Associate Professor Steve Keen, School of Economics and Finance, University of Western Sydney

It’s madness to be talking about cutting the deficit right now when the only thing that got us through the crisis the first time around was the huge deficit spending that Rudd did. That was worth about a $40 billion stimulus, or close to 4% of GDP, plus the first home lenders boost, as I call it, which was a really bad idea but it actually injected $100 billion of additional borrowed money into the economy. And then, finally, China kicked in - its stimulus package meant that they got an enormous boost in their demand for our imports. It was all those three things together that got us through.

Now those things are gone. Thank God the home owners scheme is gone, and the housing bubble is going into reverse. The government’s stimulus has ended, and going from deficit to surplus is going to be a negative impact and China’s stimulus seems to have petered out and we’re now getting negative manufacturing figures from China.

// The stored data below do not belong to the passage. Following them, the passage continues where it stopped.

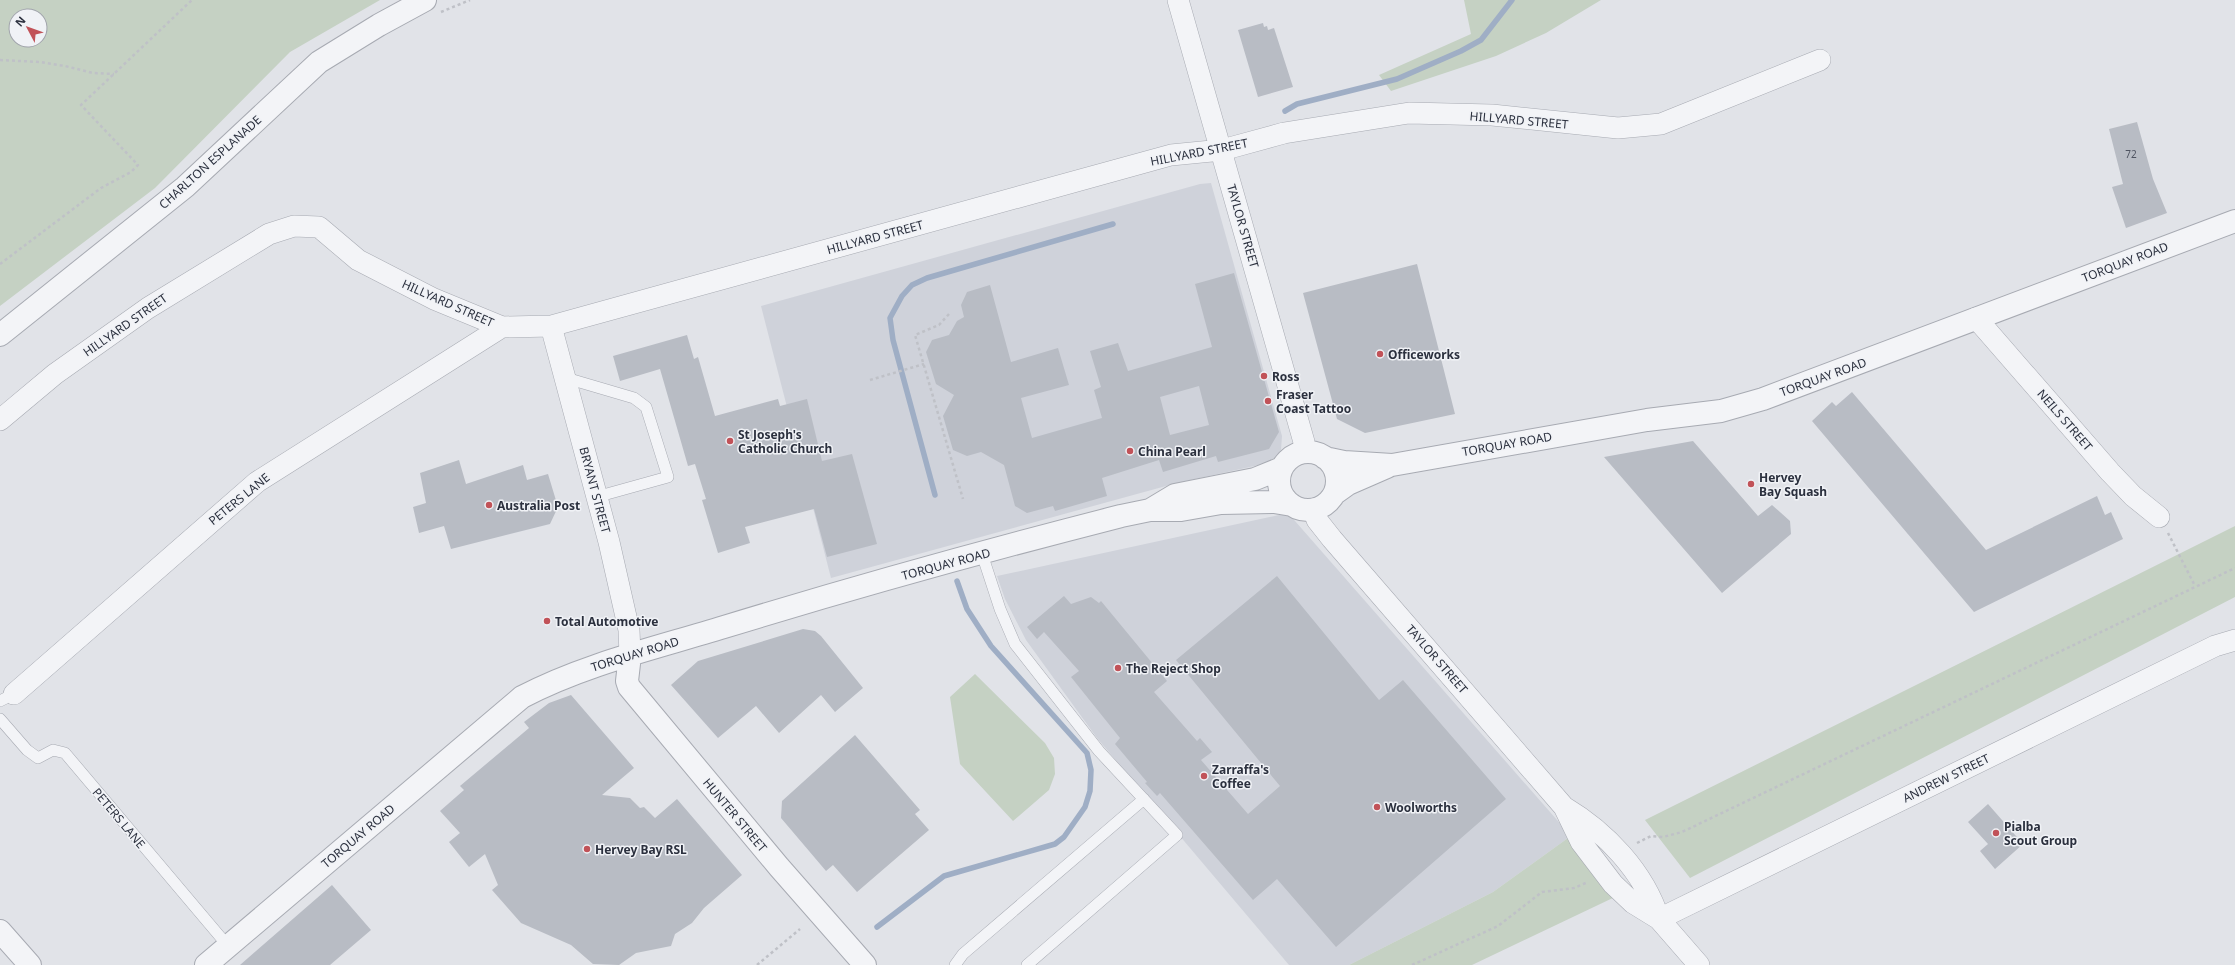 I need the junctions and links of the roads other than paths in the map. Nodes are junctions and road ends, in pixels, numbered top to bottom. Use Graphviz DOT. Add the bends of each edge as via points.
graph roads {
  1 [pos="1178,0"];
  2 [pos="430,8"];
  3 [pos="1820,60"];
  4 [pos="1222,150"];
  5 [pos="2235,221"];
  6 [pos="1976,318"];
  7 [pos="552,326"];
  8 [pos="502,327"];
  9 [pos="0,335"];
  10 [pos="566,378"];
  11 [pos="0,420"];
  12 [pos="1304,452"];
  13 [pos="1325,458"];
  14 [pos="1392,465"];
  15 [pos="1282,468"];
  16 [pos="1334,494"];
  17 [pos="596,497"];
  18 [pos="1292,505"];
  19 [pos="1150,510"];
  20 [pos="1313,510"];
  21 [pos="2159,517"];
  22 [pos="982,554"];
  23 [pos="2235,640"];
  24 [pos="630,656"];
  25 [pos="7,698"];
  26 [pos="0,719"];
  27 [pos="1144,799"];
  28 [pos="1564,807"];
  29 [pos="1659,919"];
  30 [pos="0,931"];
  31 [pos="228,946"];
  32 [pos="30,965"];
  33 [pos="206,965"];
  34 [pos="865,965"];
  35 [pos="955,965"];
  36 [pos="1027,965"];
  37 [pos="1699,965"];
  1 -- 4 [label="street, TAYLOR STREET"];
  2 -- 9 [label="street, CHARLTON ESPLANADE" via="379,25 319,62 185,187"];
  3 -- 4 [label="street, HILLYARD STREET" via="1661,124 1618,128 1492,115 1409,113 1284,133"];
  4 -- 7 [label="street, HILLYARD STREET" via="1167,156"];
  4 -- 12 [label="street, TAYLOR STREET" via="1304,442"];
  5 -- 6 [label="street, TORQUAY ROAD"];
  6 -- 14 [label="street, TORQUAY ROAD" via="1763,400 1721,411 1648,420"];
  6 -- 21 [label="street, NEILS STREET" via="2110,472 2133,496"];
  7 -- 8 [label="street, HILLYARD STREET"];
  7 -- 10 [label="street, BRYANT STREET"];
  8 -- 11 [label="street, HILLYARD STREET" via="434,298 358,260 319,227 294,226 269,234 148,308 55,374"];
  8 -- 25 [label="street, PETERS LANE" via="257,482"];
  10 -- 17 [label="street, BRYANT STREET"];
  10 -- 17 [label="lane" via="634,398 646,407 668,478"];
  12 -- 13 [label="street"];
  12 -- 15 [label="street" via="1287,460"];
  13 -- 14 [label="street, TORQUAY ROAD" via="1344,462"];
  13 -- 16 [label="street" via="1336,474"];
  14 -- 16 [label="street, TORQUAY ROAD" via="1348,484"];
  15 -- 18 [label="street" via="1279,485 1283,496"];
  15 -- 19 [label="street, TORQUAY ROAD" via="1255,479 1175,495"];
  16 -- 20 [label="street" via="1322,506"];
  17 -- 24 [label="street, BRYANT STREET" via="629,630"];
  18 -- 19 [label="street, TORQUAY ROAD" via="1274,502 1221,503 1181,510"];
  18 -- 20 [label="street" via="1298,509"];
  19 -- 22 [label="street, TORQUAY ROAD"];
  20 -- 28 [label="street, TAYLOR STREET" via="1317,520 1332,538"];
  22 -- 24 [label="street, TORQUAY ROAD" via="786,608"];
  22 -- 27 [label="lane" via="1000,609 1015,644 1099,751"];
  23 -- 29 [label="street, ANDREW STREET" via="2215,646"];
  24 -- 31 [label="street, TORQUAY ROAD" via="550,682 522,697"];
  24 -- 34 [label="street, HUNTER STREET" via="627,681 629,687 784,873"];
  26 -- 31 [label="lane, PETERS LANE" via="27,750 38,758 53,750 64,753"];
  27 -- 35 [label="lane" via="963,954"];
  27 -- 36 [label="lane" via="1177,835"];
  28 -- 29 [label="street, TAYLOR STREET" via="1573,829 1602,870 1624,895"];
  28 -- 29 [label="street, TAYLOR STREET" via="1595,828 1635,872 1652,898"];
  29 -- 37 [label="street, TAYLOR STREET"];
  30 -- 32 [label="street"];
  31 -- 33 [label="street, TORQUAY ROAD"];
}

So all those things mean there are negatives coming our way and the government’s intention to return to surplus is simply impossible in the current circumstances. It’s insane. With the economy petering out they are still living in this mythical world where cuts to government spending actually stimulate the economy – and that’s sheer nonsense. They’ll be forced by circumstances to go back to deficit again. It points out how inane the political conversation is in Canberra when they’re focusing on getting back to surplus as if the economy’s booming, when it’s not.

It’s neoclassical economics; the same people who didn’t see the crisis coming dominate the Treasury, they dominate the Reserve Bank of Australia, they dominate the political advisors to the both main parties and they simply don’t know what caused the crisis.

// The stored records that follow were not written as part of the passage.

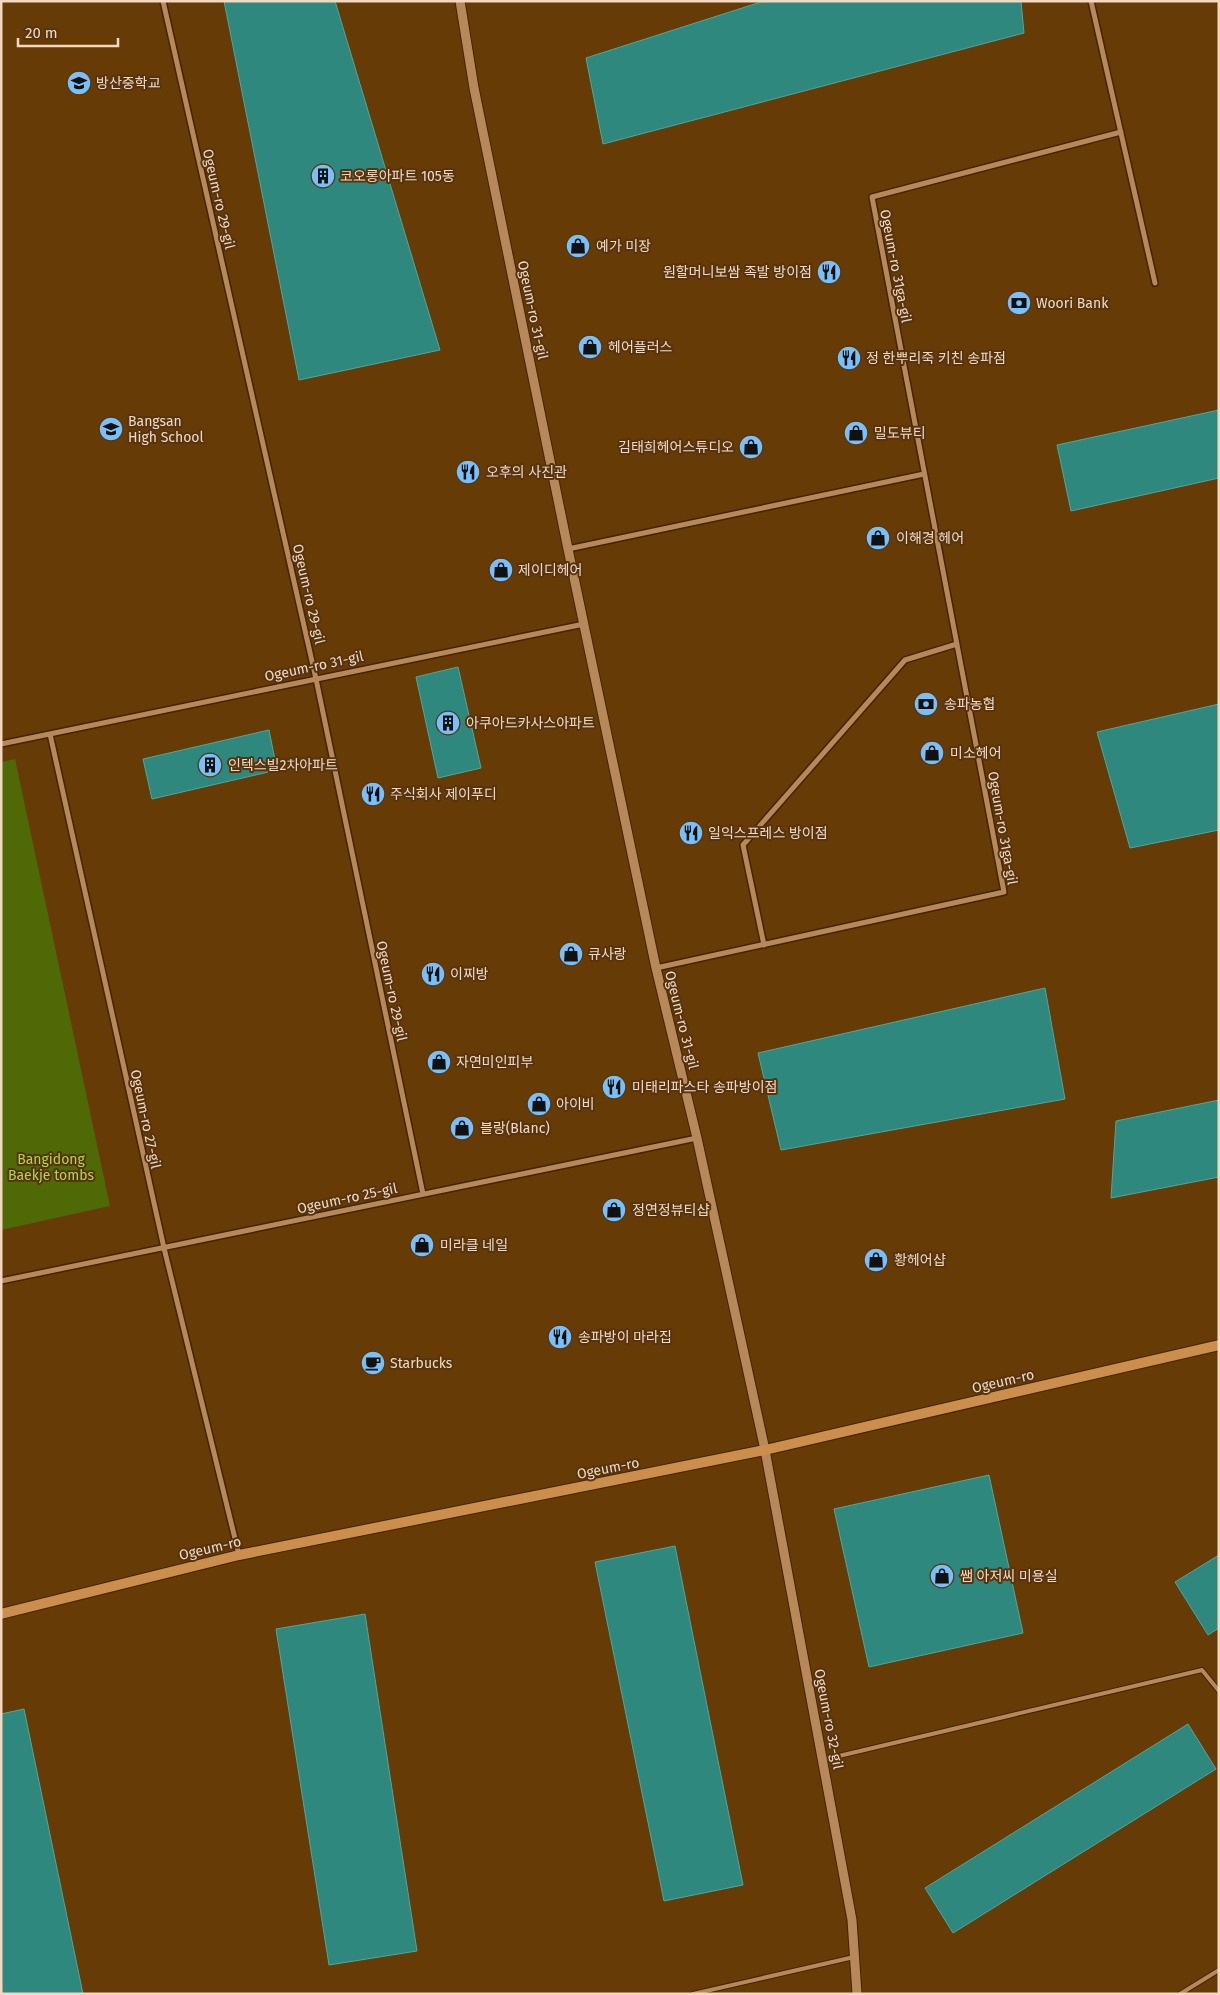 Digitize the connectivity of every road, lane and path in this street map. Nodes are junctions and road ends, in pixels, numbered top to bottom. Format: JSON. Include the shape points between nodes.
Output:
{"nodes":[{"id":1,"x":163,"y":1,"type":"edge"},
{"id":2,"x":460,"y":1,"type":"edge"},
{"id":3,"x":1091,"y":1,"type":"edge"},
{"id":4,"x":1120,"y":132,"type":"junction"},
{"id":5,"x":1155,"y":283,"type":"dead end"},
{"id":6,"x":924,"y":474,"type":"junction"},
{"id":7,"x":568,"y":549,"type":"junction"},
{"id":8,"x":584,"y":624,"type":"junction"},
{"id":9,"x":957,"y":644,"type":"junction"},
{"id":10,"x":316,"y":680,"type":"junction"},
{"id":11,"x":50,"y":734,"type":"junction"},
{"id":12,"x":1,"y":744,"type":"edge"},
{"id":13,"x":764,"y":945,"type":"junction"},
{"id":14,"x":656,"y":968,"type":"junction"},
{"id":15,"x":697,"y":1138,"type":"junction"},
{"id":16,"x":422,"y":1194,"type":"junction"},
{"id":17,"x":164,"y":1248,"type":"junction"},
{"id":18,"x":1,"y":1281,"type":"edge"},
{"id":19,"x":1219,"y":1345,"type":"edge"},
{"id":20,"x":765,"y":1450,"type":"junction"},
{"id":21,"x":239,"y":1555,"type":"junction"},
{"id":22,"x":1,"y":1614,"type":"edge"},
{"id":23,"x":1219,"y":1691,"type":"edge"},
{"id":24,"x":822,"y":1760,"type":"junction"},
{"id":25,"x":855,"y":1957,"type":"junction"},
{"id":26,"x":1219,"y":1970,"type":"edge"},
{"id":27,"x":693,"y":1994,"type":"edge"},
{"id":28,"x":857,"y":1994,"type":"edge"},
{"id":29,"x":1180,"y":1994,"type":"edge"}],
"edges":[{"from":1,"to":10,"type":"street","name":"Ogeum-ro 29-gil"},
{"from":2,"to":7,"type":"street","name":"Ogeum-ro 31-gil","via":[[476,98]]},
{"from":3,"to":4,"type":"street"},
{"from":4,"to":5,"type":"street"},
{"from":4,"to":6,"type":"street","name":"Ogeum-ro 31ga-gil","via":[[872,197]]},
{"from":6,"to":7,"type":"street"},
{"from":6,"to":9,"type":"street","name":"Ogeum-ro 31ga-gil"},
{"from":7,"to":8,"type":"street","name":"Ogeum-ro 31-gil"},
{"from":8,"to":10,"type":"street","name":"Ogeum-ro 31-gil"},
{"from":8,"to":14,"type":"street","name":"Ogeum-ro 31-gil"},
{"from":9,"to":13,"type":"street","via":[[904,660],[743,845]]},
{"from":9,"to":13,"type":"street","name":"Ogeum-ro 31ga-gil","via":[[1004,892]]},
{"from":10,"to":11,"type":"street","name":"Ogeum-ro 31-gil"},
{"from":10,"to":16,"type":"street","name":"Ogeum-ro 29-gil"},
{"from":11,"to":12,"type":"street"},
{"from":11,"to":17,"type":"street","name":"Ogeum-ro 27-gil"},
{"from":13,"to":14,"type":"street","name":"Ogeum-ro 31ga-gil"},
{"from":14,"to":15,"type":"street","name":"Ogeum-ro 31-gil"},
{"from":15,"to":16,"type":"street","name":"Ogeum-ro 25-gil"},
{"from":15,"to":20,"type":"street","name":"Ogeum-ro 31-gil"},
{"from":16,"to":17,"type":"street","name":"Ogeum-ro 25-gil"},
{"from":17,"to":18,"type":"street","name":"Ogeum-ro 25-gil"},
{"from":17,"to":21,"type":"street","name":"Ogeum-ro 27-gil"},
{"from":19,"to":20,"type":"main road","name":"Ogeum-ro"},
{"from":20,"to":21,"type":"main road","name":"Ogeum-ro"},
{"from":20,"to":24,"type":"street","name":"Ogeum-ro 32-gil"},
{"from":21,"to":22,"type":"main road","name":"Ogeum-ro"},
{"from":23,"to":24,"type":"lane","via":[[1202,1670]]},
{"from":24,"to":25,"type":"street","name":"Ogeum-ro 32-gil","via":[[852,1920]]},
{"from":25,"to":27,"type":"lane"},
{"from":25,"to":28,"type":"street","name":"Ogeum-ro 32-gil"},
{"from":26,"to":29,"type":"lane"}]}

They think it was what’s called an exogenous shock; they think the shock is over and therefore it’s time to go back to surplus again. They have absolutely no understanding of what caused the crisis in the first place.

If they cut the spending out now, rather than having one part of society - the private sector - reducing its debt levels, they’ll have two sectors doing it and we’ll go into a deeper funk. That’s simply the wrong policy right now.